> [Problem to solve]:
An exact copy of every entry is needed, without the pictures.

> [Dataset excerpts]:
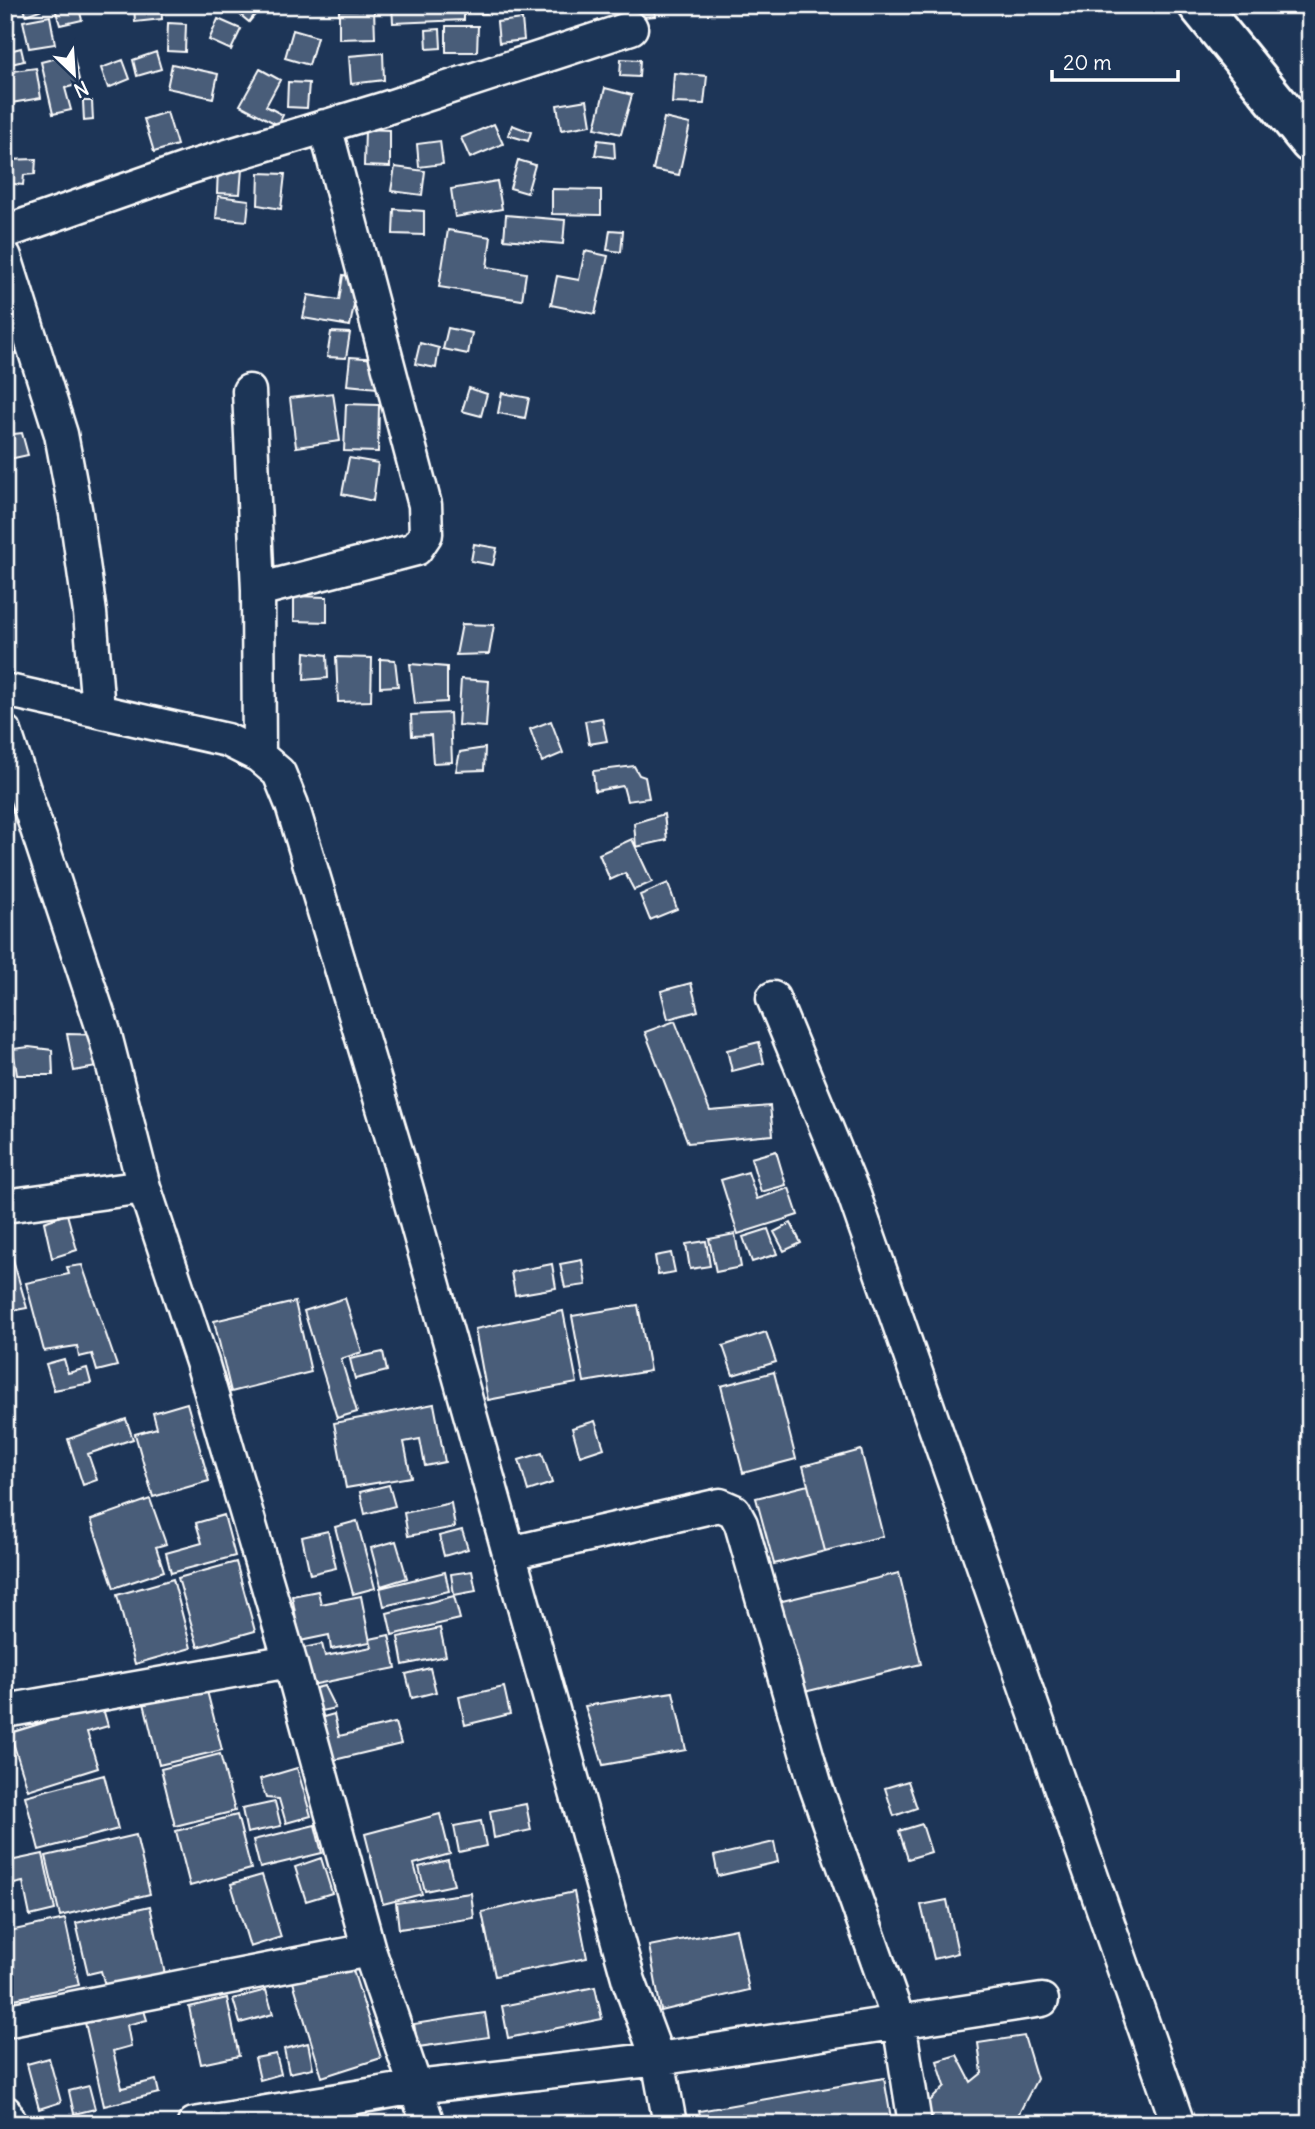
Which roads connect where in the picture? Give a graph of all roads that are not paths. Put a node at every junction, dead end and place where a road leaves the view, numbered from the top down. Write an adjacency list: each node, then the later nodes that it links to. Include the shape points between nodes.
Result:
1 (1198, 5): 4 (street)
2 (631, 28): 3 (street)
3 (325, 126): 5 (street); 8 (street, via 425,505 426,534 416,549)
4 (1310, 143)
5 (5, 232)
6 (5, 257): 10 (street, via 61,434 88,601)
7 (249, 391): 8 (street)
8 (258, 590): 12 (street)
9 (5, 690): 10 (street)
10 (98, 710): 12 (street, via 227,740)
11 (5, 732): 14 (street, via 105,1035)
12 (259, 756): 16 (street, via 279,773 292,805)
13 (773, 998): 31 (street, via 853,1195)
14 (144, 1187): 15 (street); 17 (street, via 202,1362)
15 (5, 1206)
16 (510, 1553): 22 (street, via 720,1504 734,1511 816,1787); 23 (street, via 629,1981)
17 (290, 1661): 18 (street); 19 (street)
18 (5, 1711)
19 (369, 1950): 21 (street); 24 (street)
20 (1042, 2000): 22 (street)
21 (5, 2021)
22 (899, 2022): 23 (street); 30 (street)
23 (658, 2059): 24 (street); 29 (street)
24 (417, 2087): 27 (street); 28 (street)
25 (5, 2112): 26 (street)
26 (11, 2124)
27 (194, 2124)
28 (428, 2124)
29 (670, 2124)
30 (915, 2124)
31 (1178, 2124)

> [Response area]:
Which roads connect where in the picture? Give a graph of all roads that are not paths. Put a node at every junction, dead end and place where a road leaves the view, numbered from the top down. Write an adjacency list: each node, then the later nodes that it links to. Include the shape points between nodes.
Result:
1 (1198, 5): 4 (street)
2 (631, 28): 3 (street)
3 (325, 126): 5 (street); 8 (street, via 425,505 426,534 416,549)
4 (1310, 143)
5 (5, 232)
6 (5, 257): 10 (street, via 61,434 88,601)
7 (249, 391): 8 (street)
8 (258, 590): 12 (street)
9 (5, 690): 10 (street)
10 (98, 710): 12 (street, via 227,740)
11 (5, 732): 14 (street, via 105,1035)
12 (259, 756): 16 (street, via 279,773 292,805)
13 (773, 998): 31 (street, via 853,1195)
14 (144, 1187): 15 (street); 17 (street, via 202,1362)
15 (5, 1206)
16 (510, 1553): 22 (street, via 720,1504 734,1511 816,1787); 23 (street, via 629,1981)
17 (290, 1661): 18 (street); 19 (street)
18 (5, 1711)
19 (369, 1950): 21 (street); 24 (street)
20 (1042, 2000): 22 (street)
21 (5, 2021)
22 (899, 2022): 23 (street); 30 (street)
23 (658, 2059): 24 (street); 29 (street)
24 (417, 2087): 27 (street); 28 (street)
25 (5, 2112): 26 (street)
26 (11, 2124)
27 (194, 2124)
28 (428, 2124)
29 (670, 2124)
30 (915, 2124)
31 (1178, 2124)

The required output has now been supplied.